They also argue that the New Testament references carry global weight. Peter writes:
...the world of that time was deluged and destroyed. By the same word the present heavens and earth are reserved for fire, being kept for the day of judgment. (2 Peter 3:6-7)
The comparison to a future global judgment, Peter's defenders argue, implies a global past event. A regional flood would be an odd parallel to a cosmic end.
Where Both Views Agree
Here is what matters for both interpretations: the flood was a real, historical event of devastating scale. It was an act of divine judgment on human sin. Noah was preserved by grace through obedience. And the covenant God made afterward — marked by the rainbow — remains a promise to all creation.
The theological core does not require settling the geographic question. Whether the waters covered the Zagros Mountains or the Himalayas, the narrative is making the same claim: human corruption has consequences, and God rescues the righteous while bringing justice to the world.
How to Hold This Question
This is a case where evangelical scholars of genuine integrity and high regard for Scripture disagree. Neither view treats The Flood as myth or dismisses the text as unreliable. The disagreement is about how to read ancient Hebrew cosmological language — a question that involves linguistics, archaeology, and hermeneutics, not just geology.

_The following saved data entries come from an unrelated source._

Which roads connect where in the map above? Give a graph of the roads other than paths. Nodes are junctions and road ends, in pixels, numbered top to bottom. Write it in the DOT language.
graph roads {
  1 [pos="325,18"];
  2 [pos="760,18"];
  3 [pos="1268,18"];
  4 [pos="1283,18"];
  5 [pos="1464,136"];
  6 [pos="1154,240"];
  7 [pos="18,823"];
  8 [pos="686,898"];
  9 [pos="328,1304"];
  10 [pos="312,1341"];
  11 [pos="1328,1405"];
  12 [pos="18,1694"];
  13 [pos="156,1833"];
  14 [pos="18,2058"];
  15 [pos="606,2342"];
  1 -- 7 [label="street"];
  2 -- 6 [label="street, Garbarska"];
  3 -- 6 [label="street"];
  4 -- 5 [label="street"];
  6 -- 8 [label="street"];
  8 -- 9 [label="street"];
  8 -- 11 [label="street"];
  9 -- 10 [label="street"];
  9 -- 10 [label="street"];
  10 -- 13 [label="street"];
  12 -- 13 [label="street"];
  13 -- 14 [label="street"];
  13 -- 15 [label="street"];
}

If you are drawn to the global view, you are in good company. If the local view helps you integrate the text with what we know about ancient Mesopotamia and earth's geology, that too is a defensible reading within orthodox Christianity. Hold your conclusion with humility, remain curious, and remember that the flood narrative's central message — judgment, grace, and covenant faithfulness — stands firm on either interpretation.